Abstract

Often considered as the ground truth, wireline logs that are acquired along wells and are sensitive to formation properties serve as the foundation for reservoir characterization workflows. Effectively utilizing these well logs necessitate integrated geological, petrophysical, geomechanical expertise. The log availability and data quality, in general, varies along the reservoir. We propose a machine learning workflow to first improve wellbore log quality, then propagate markers as well as petrophysical and geomechanical property interpretation from a few high tier wells to the entire field where log availability might be restricted. This DL-based approach significantly expedites the reservoir characterization process while mitigating the uncertainties associated with human bias.

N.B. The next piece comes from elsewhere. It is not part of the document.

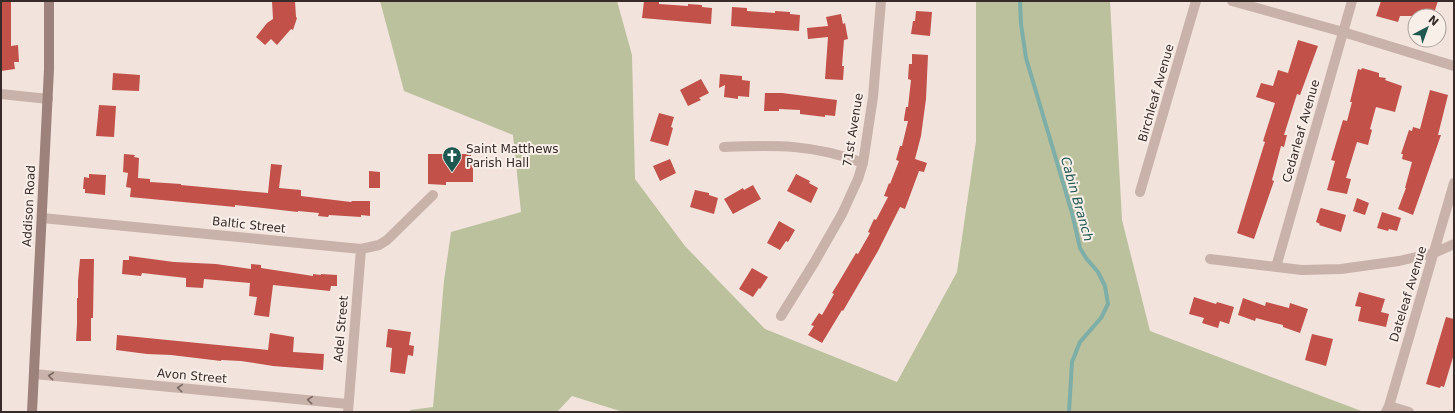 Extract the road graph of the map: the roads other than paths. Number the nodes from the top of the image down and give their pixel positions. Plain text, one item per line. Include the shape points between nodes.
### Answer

The workflow incorporates several DL steps. Initially, a log quality control (QC) process is applied to generate a complete set of logs, with corrections made for outlier samples. We then manually interpret key markers on sparse wells, which serve as the basis for training an DL model for marker propagation. This model predicts major markers on the remaining wells, and a marker QC step is implemented to further refine the results. The identified markers define the major formations in the study area. For each formation, DL-based property interpretation models are trained to predict petrophysical properties such as water saturation, total organic carbon, and total porosity. Additionally, a separate property interpretation model is trained for each formation for geomechanical properties.

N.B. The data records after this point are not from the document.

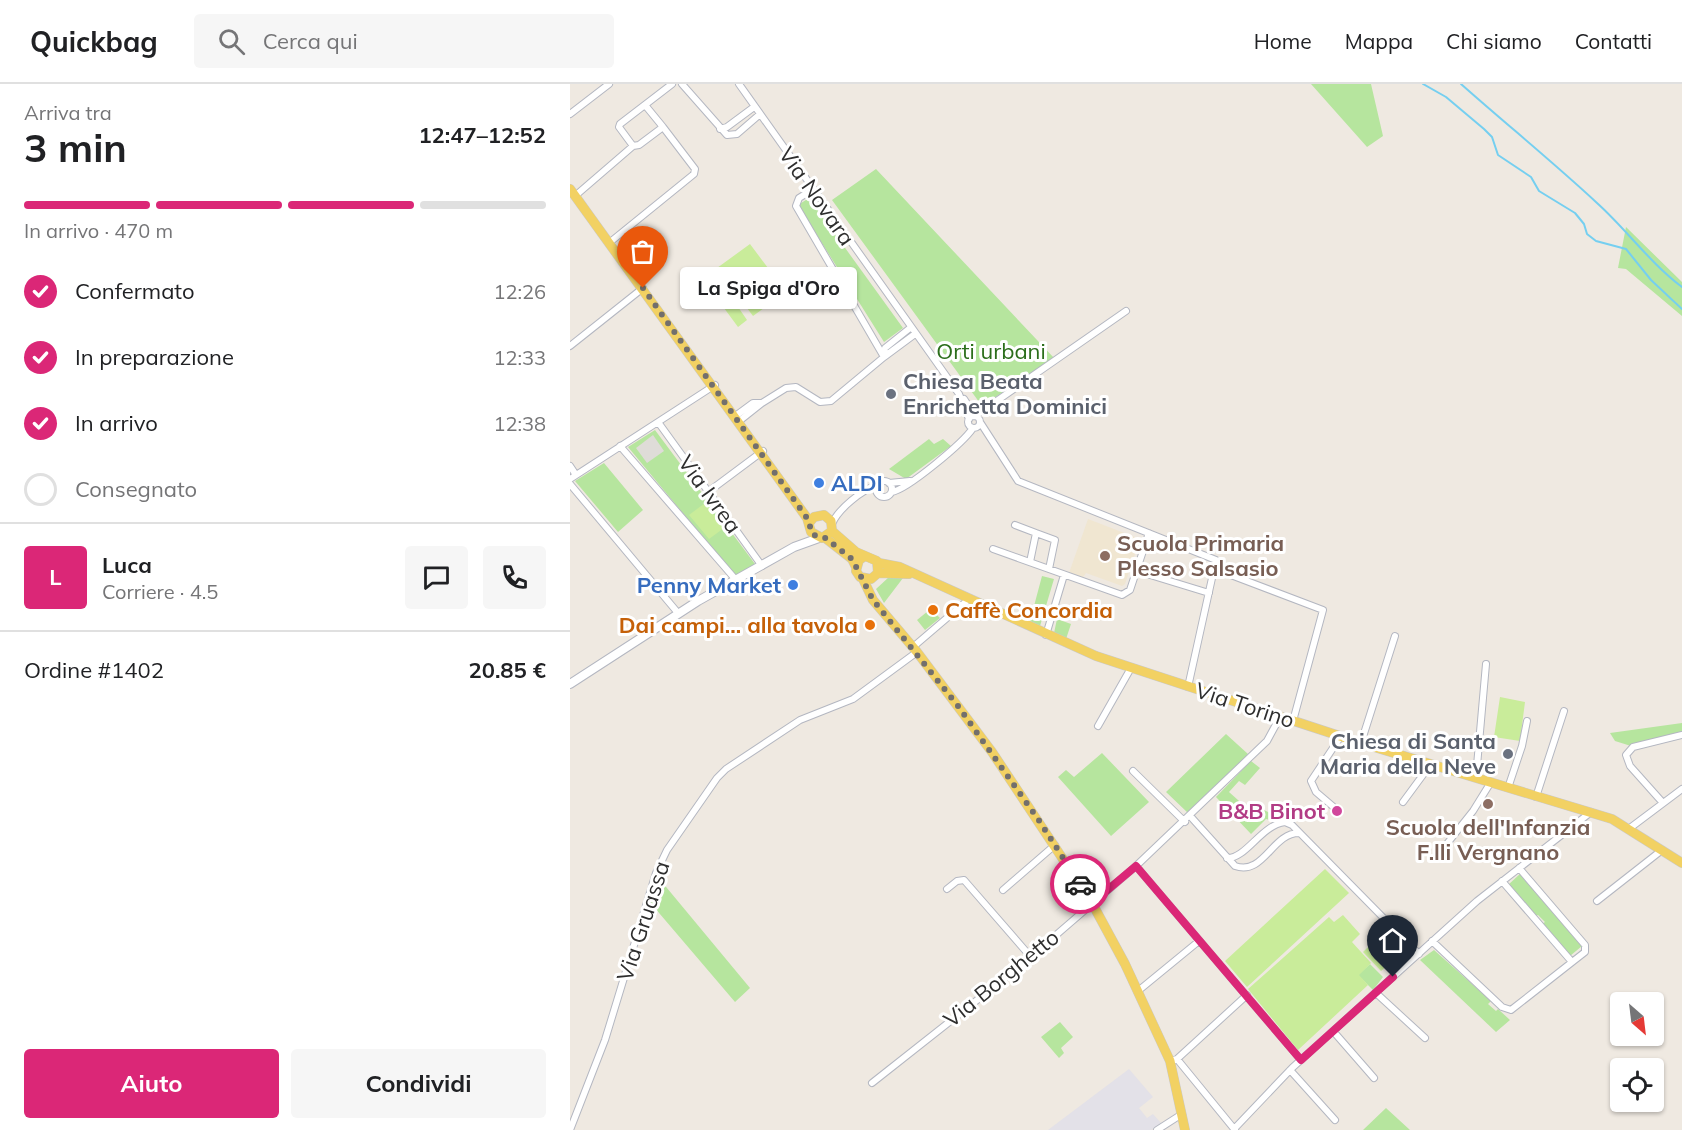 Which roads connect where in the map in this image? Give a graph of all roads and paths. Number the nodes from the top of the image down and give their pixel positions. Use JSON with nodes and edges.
{"nodes":[{"id":1,"x":609,"y":84,"type":"edge"},
{"id":2,"x":672,"y":84,"type":"edge"},
{"id":3,"x":682,"y":84,"type":"edge"},
{"id":4,"x":739,"y":84,"type":"edge"},
{"id":5,"x":645,"y":105,"type":"junction"},
{"id":6,"x":754,"y":107,"type":"junction"},
{"id":7,"x":570,"y":114,"type":"edge"},
{"id":8,"x":759,"y":115,"type":"junction"},
{"id":9,"x":663,"y":127,"type":"junction"},
{"id":10,"x":720,"y":129,"type":"junction"},
{"id":11,"x":633,"y":146,"type":"junction"},
{"id":12,"x":812,"y":190,"type":"junction"},
{"id":13,"x":572,"y":192,"type":"edge"},
{"id":14,"x":609,"y":243,"type":"junction"},
{"id":15,"x":643,"y":288,"type":"junction"},
{"id":16,"x":1126,"y":311,"type":"dead end"},
{"id":17,"x":910,"y":328,"type":"junction"},
{"id":18,"x":915,"y":334,"type":"junction"},
{"id":19,"x":570,"y":346,"type":"edge"},
{"id":20,"x":884,"y":357,"type":"junction"},
{"id":21,"x":714,"y":386,"type":"junction"},
{"id":22,"x":738,"y":418,"type":"junction"},
{"id":23,"x":658,"y":422,"type":"junction"},
{"id":24,"x":974,"y":422,"type":"junction"},
{"id":25,"x":620,"y":446,"type":"junction"},
{"id":26,"x":762,"y":452,"type":"junction"},
{"id":27,"x":570,"y":466,"type":"edge"},
{"id":28,"x":576,"y":474,"type":"junction"},
{"id":29,"x":570,"y":479,"type":"edge"},
{"id":30,"x":913,"y":480,"type":"junction"},
{"id":31,"x":889,"y":483,"type":"junction"},
{"id":32,"x":570,"y":484,"type":"edge"},
{"id":33,"x":877,"y":485,"type":"junction"},
{"id":34,"x":708,"y":492,"type":"junction"},
{"id":35,"x":892,"y":492,"type":"junction"},
{"id":36,"x":876,"y":493,"type":"junction"},
{"id":37,"x":861,"y":495,"type":"junction"},
{"id":38,"x":810,"y":525,"type":"junction"},
{"id":39,"x":1015,"y":525,"type":"dead end"},
{"id":40,"x":825,"y":527,"type":"junction"},
{"id":41,"x":1036,"y":533,"type":"junction"},
{"id":42,"x":1149,"y":533,"type":"junction"},
{"id":43,"x":794,"y":547,"type":"junction"},
{"id":44,"x":993,"y":549,"type":"dead end"},
{"id":45,"x":865,"y":556,"type":"junction"},
{"id":46,"x":1030,"y":562,"type":"junction"},
{"id":47,"x":762,"y":566,"type":"junction"},
{"id":48,"x":856,"y":567,"type":"junction"},
{"id":49,"x":1215,"y":568,"type":"junction"},
{"id":50,"x":1049,"y":569,"type":"junction"},
{"id":51,"x":877,"y":571,"type":"junction"},
{"id":52,"x":1137,"y":571,"type":"junction"},
{"id":53,"x":1064,"y":575,"type":"junction"},
{"id":54,"x":863,"y":579,"type":"junction"},
{"id":55,"x":736,"y":580,"type":"junction"},
{"id":56,"x":1209,"y":593,"type":"junction"},
{"id":57,"x":968,"y":600,"type":"junction"},
{"id":58,"x":885,"y":612,"type":"junction"},
{"id":59,"x":678,"y":613,"type":"junction"},
{"id":60,"x":1046,"y":635,"type":"junction"},
{"id":61,"x":1395,"y":636,"type":"dead end"},
{"id":62,"x":915,"y":649,"type":"junction"},
{"id":63,"x":1486,"y":664,"type":"dead end"},
{"id":64,"x":1131,"y":668,"type":"junction"},
{"id":65,"x":570,"y":684,"type":"edge"},
{"id":66,"x":1188,"y":687,"type":"junction"},
{"id":67,"x":1564,"y":711,"type":"dead end"},
{"id":68,"x":1280,"y":717,"type":"junction"},
{"id":69,"x":1293,"y":721,"type":"junction"},
{"id":70,"x":1527,"y":722,"type":"dead end"},
{"id":71,"x":1098,"y":726,"type":"dead end"},
{"id":72,"x":1682,"y":735,"type":"edge"},
{"id":73,"x":1341,"y":736,"type":"junction"},
{"id":74,"x":1361,"y":743,"type":"junction"},
{"id":75,"x":1431,"y":764,"type":"junction"},
{"id":76,"x":1133,"y":771,"type":"dead end"},
{"id":77,"x":1476,"y":777,"type":"junction"},
{"id":78,"x":1491,"y":782,"type":"junction"},
{"id":79,"x":1508,"y":788,"type":"junction"},
{"id":80,"x":1682,"y":789,"type":"edge"},
{"id":81,"x":1536,"y":797,"type":"junction"},
{"id":82,"x":1403,"y":802,"type":"dead end"},
{"id":83,"x":1663,"y":803,"type":"junction"},
{"id":84,"x":1336,"y":809,"type":"dead end"},
{"id":85,"x":1591,"y":812,"type":"junction"},
{"id":86,"x":1191,"y":817,"type":"junction"},
{"id":87,"x":1185,"y":822,"type":"junction"},
{"id":88,"x":1278,"y":823,"type":"junction"},
{"id":89,"x":1630,"y":828,"type":"junction"},
{"id":90,"x":1299,"y":833,"type":"junction"},
{"id":91,"x":1287,"y":837,"type":"junction"},
{"id":92,"x":1055,"y":844,"type":"junction"},
{"id":93,"x":1662,"y":849,"type":"junction"},
{"id":94,"x":1442,"y":850,"type":"dead end"},
{"id":95,"x":1227,"y":858,"type":"junction"},
{"id":96,"x":1236,"y":858,"type":"junction"},
{"id":97,"x":1682,"y":863,"type":"edge"},
{"id":98,"x":1136,"y":866,"type":"junction"},
{"id":99,"x":1240,"y":867,"type":"junction"},
{"id":100,"x":1519,"y":868,"type":"junction"},
{"id":101,"x":1502,"y":881,"type":"junction"},
{"id":102,"x":948,"y":889,"type":"dead end"},
{"id":103,"x":1004,"y":890,"type":"dead end"},
{"id":104,"x":1597,"y":901,"type":"dead end"},
{"id":105,"x":1092,"y":903,"type":"junction"},
{"id":106,"x":1199,"y":941,"type":"junction"},
{"id":107,"x":1432,"y":941,"type":"junction"},
{"id":108,"x":1419,"y":954,"type":"junction"},
{"id":109,"x":1030,"y":956,"type":"junction"},
{"id":110,"x":1572,"y":962,"type":"junction"},
{"id":111,"x":1138,"y":991,"type":"junction"},
{"id":112,"x":1376,"y":993,"type":"junction"},
{"id":113,"x":1246,"y":995,"type":"junction"},
{"id":114,"x":1333,"y":1031,"type":"junction"},
{"id":115,"x":1425,"y":1038,"type":"dead end"},
{"id":116,"x":1173,"y":1060,"type":"junction"},
{"id":117,"x":1301,"y":1060,"type":"junction"},
{"id":118,"x":1290,"y":1070,"type":"junction"},
{"id":119,"x":1374,"y":1078,"type":"dead end"},
{"id":120,"x":872,"y":1083,"type":"dead end"},
{"id":121,"x":1183,"y":1113,"type":"junction"},
{"id":122,"x":1335,"y":1120,"type":"dead end"},
{"id":123,"x":570,"y":1130,"type":"edge"},
{"id":124,"x":1157,"y":1130,"type":"edge"},
{"id":125,"x":1185,"y":1130,"type":"edge"},
{"id":126,"x":1235,"y":1130,"type":"edge"}],
"edges":[{"from":1,"to":7,"type":"street"},
{"from":2,"to":5,"type":"street"},
{"from":3,"to":10,"type":"street"},
{"from":4,"to":6,"type":"street","name":"Via Novara"},
{"from":5,"to":9,"type":"street"},
{"from":5,"to":11,"type":"street"},
{"from":6,"to":8,"type":"street","name":"Via Novara"},
{"from":6,"to":10,"type":"street"},
{"from":8,"to":10,"type":"street"},
{"from":8,"to":12,"type":"street","name":"Via Novara"},
{"from":9,"to":11,"type":"street"},
{"from":9,"to":14,"type":"street"},
{"from":11,"to":13,"type":"street"},
{"from":12,"to":17,"type":"street","name":"Via Novara"},
{"from":12,"to":20,"type":"street"},
{"from":13,"to":14,"type":"main road"},
{"from":14,"to":15,"type":"main road"},
{"from":15,"to":19,"type":"street"},
{"from":15,"to":21,"type":"main road"},
{"from":16,"to":24,"type":"street"},
{"from":17,"to":18,"type":"street","name":"Via Novara"},
{"from":17,"to":20,"type":"street"},
{"from":18,"to":20,"type":"street"},
{"from":18,"to":24,"type":"street","name":"Via Novara"},
{"from":20,"to":22,"type":"street"},
{"from":21,"to":22,"type":"main road"},
{"from":21,"to":23,"type":"street"},
{"from":22,"to":26,"type":"main road"},
{"from":23,"to":25,"type":"street"},
{"from":23,"to":34,"type":"street","name":"Via Ivrea"},
{"from":24,"to":30,"type":"street"},
{"from":24,"to":42,"type":"street","name":"Via Novara"},
{"from":25,"to":28,"type":"street"},
{"from":25,"to":55,"type":"street"},
{"from":26,"to":34,"type":"street"},
{"from":26,"to":38,"type":"main road"},
{"from":26,"to":40,"type":"main road"},
{"from":27,"to":28,"type":"street"},
{"from":28,"to":29,"type":"street"},
{"from":30,"to":31,"type":"street"},
{"from":30,"to":35,"type":"street"},
{"from":31,"to":33,"type":"street"},
{"from":31,"to":35,"type":"street"},
{"from":32,"to":59,"type":"street"},
{"from":33,"to":36,"type":"street"},
{"from":33,"to":37,"type":"street"},
{"from":34,"to":47,"type":"street","name":"Via Ivrea"},
{"from":35,"to":36,"type":"street"},
{"from":36,"to":37,"type":"street"},
{"from":37,"to":40,"type":"street"},
{"from":38,"to":40,"type":"main road"},
{"from":38,"to":40,"type":"main road"},
{"from":38,"to":43,"type":"street"},
{"from":39,"to":41,"type":"street"},
{"from":40,"to":43,"type":"street"},
{"from":40,"to":45,"type":"main road"},
{"from":40,"to":48,"type":"main road"},
{"from":41,"to":46,"type":"street"},
{"from":41,"to":50,"type":"street"},
{"from":42,"to":49,"type":"street","name":"Via Novara"},
{"from":42,"to":52,"type":"street"},
{"from":43,"to":47,"type":"street"},
{"from":44,"to":46,"type":"street"},
{"from":45,"to":48,"type":"main road"},
{"from":45,"to":51,"type":"main road"},
{"from":46,"to":50,"type":"street"},
{"from":47,"to":55,"type":"street"},
{"from":48,"to":54,"type":"main road"},
{"from":49,"to":56,"type":"street"},
{"from":49,"to":69,"type":"street","name":"Via Novara"},
{"from":50,"to":53,"type":"street"},
{"from":51,"to":54,"type":"main road"},
{"from":51,"to":57,"type":"main road","name":"Via Torino"},
{"from":51,"to":58,"type":"main road"},
{"from":52,"to":53,"type":"street"},
{"from":52,"to":56,"type":"street"},
{"from":53,"to":60,"type":"street"},
{"from":54,"to":58,"type":"main road"},
{"from":55,"to":59,"type":"street"},
{"from":56,"to":66,"type":"street"},
{"from":57,"to":60,"type":"main road","name":"Via Torino"},
{"from":57,"to":62,"type":"street","name":"Via Gruassa"},
{"from":58,"to":62,"type":"main road"},
{"from":59,"to":65,"type":"street"},
{"from":60,"to":64,"type":"main road","name":"Via Torino"},
{"from":61,"to":74,"type":"street"},
{"from":62,"to":92,"type":"main road"},
{"from":62,"to":123,"type":"street","name":"Via Gruassa"},
{"from":63,"to":77,"type":"street"},
{"from":64,"to":66,"type":"main road","name":"Via Torino"},
{"from":64,"to":71,"type":"street"},
{"from":66,"to":68,"type":"main road","name":"Via Torino"},
{"from":67,"to":81,"type":"street"},
{"from":68,"to":69,"type":"main road","name":"Via Torino"},
{"from":68,"to":86,"type":"street","name":"Via Borghetto"},
{"from":69,"to":73,"type":"main road","name":"Via Torino"},
{"from":70,"to":79,"type":"street"},
{"from":72,"to":83,"type":"street"},
{"from":73,"to":74,"type":"main road","name":"Via Torino"},
{"from":73,"to":84,"type":"street"},
{"from":74,"to":75,"type":"main road","name":"Via Torino"},
{"from":75,"to":77,"type":"main road","name":"Via Torino"},
{"from":75,"to":82,"type":"street"},
{"from":76,"to":87,"type":"street"},
{"from":77,"to":78,"type":"main road","name":"Via Torino"},
{"from":78,"to":79,"type":"main road","name":"Via Torino"},
{"from":78,"to":94,"type":"street"},
{"from":79,"to":81,"type":"main road","name":"Via Torino"},
{"from":80,"to":83,"type":"street"},
{"from":81,"to":85,"type":"main road","name":"Via Torino"},
{"from":83,"to":89,"type":"street"},
{"from":85,"to":89,"type":"main road","name":"Via Torino"},
{"from":85,"to":100,"type":"street"},
{"from":86,"to":87,"type":"street","name":"Via Borghetto"},
{"from":86,"to":95,"type":"street"},
{"from":87,"to":98,"type":"street","name":"Via Borghetto"},
{"from":88,"to":90,"type":"street"},
{"from":88,"to":91,"type":"street"},
{"from":88,"to":96,"type":"street"},
{"from":89,"to":93,"type":"main road","name":"Via Torino"},
{"from":90,"to":91,"type":"street"},
{"from":90,"to":108,"type":"street"},
{"from":91,"to":99,"type":"street"},
{"from":92,"to":103,"type":"street"},
{"from":92,"to":105,"type":"main road"},
{"from":93,"to":97,"type":"main road","name":"Via Torino"},
{"from":93,"to":104,"type":"street"},
{"from":95,"to":96,"type":"street"},
{"from":95,"to":99,"type":"street"},
{"from":96,"to":99,"type":"street"},
{"from":98,"to":105,"type":"street","name":"Via Borghetto"},
{"from":98,"to":106,"type":"street"},
{"from":100,"to":101,"type":"street"},
{"from":100,"to":110,"type":"street"},
{"from":101,"to":107,"type":"street"},
{"from":101,"to":110,"type":"street"},
{"from":102,"to":109,"type":"street"},
{"from":105,"to":109,"type":"street","name":"Via Borghetto"},
{"from":105,"to":111,"type":"main road"},
{"from":106,"to":111,"type":"street"},
{"from":106,"to":113,"type":"street"},
{"from":107,"to":108,"type":"street"},
{"from":107,"to":110,"type":"street"},
{"from":108,"to":112,"type":"street"},
{"from":109,"to":120,"type":"street","name":"Via Borghetto"},
{"from":111,"to":116,"type":"main road"},
{"from":112,"to":114,"type":"street"},
{"from":112,"to":115,"type":"street"},
{"from":113,"to":116,"type":"street"},
{"from":113,"to":117,"type":"street"},
{"from":114,"to":117,"type":"street"},
{"from":114,"to":119,"type":"street"},
{"from":116,"to":121,"type":"main road"},
{"from":116,"to":126,"type":"street"},
{"from":117,"to":118,"type":"street"},
{"from":118,"to":122,"type":"street"},
{"from":118,"to":126,"type":"street"},
{"from":121,"to":124,"type":"street"},
{"from":121,"to":125,"type":"main road"}]}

We employ data from two unconventional plays in North America to illustrate the proposed workflow. In both instances, we note that the logs, post the QC process, exhibit greater consistency, and more accurately reflect the true formation properties compared to the original logs. This QC process proves especially pivotal for subsequent DL-based marker propagation and property interpretation, due to the importance of high-quality training data. The marker propagation model achieves nearly 100% accuracy for major markers within a 2-foot tolerance. The resultant petrophysical and geomechanical properties within each formation provide complete coverage of 1D properties, that are ready for 3D subsurface model building (both static and dynamic) through integration with seismic data.

The proposed approach facilitates a unified workflow for wellbore logs data starting from data cleaning, gap filling, to marker picking and marker QC, to log interpretation. Such a workflow can be easily plugged-and-played into a variety of workflows that fall under the umbrella of formation evaluation such as petrophysics, geomechanics, acoustics etc. The steps in the unified workflow are implemented using a wide variety of DL models ranging from classical ML-based approaches to autoencoder based neural networks to the more powerful Transformer-based approaches that are very effective at modelling the sequential nature of the wellbore logs.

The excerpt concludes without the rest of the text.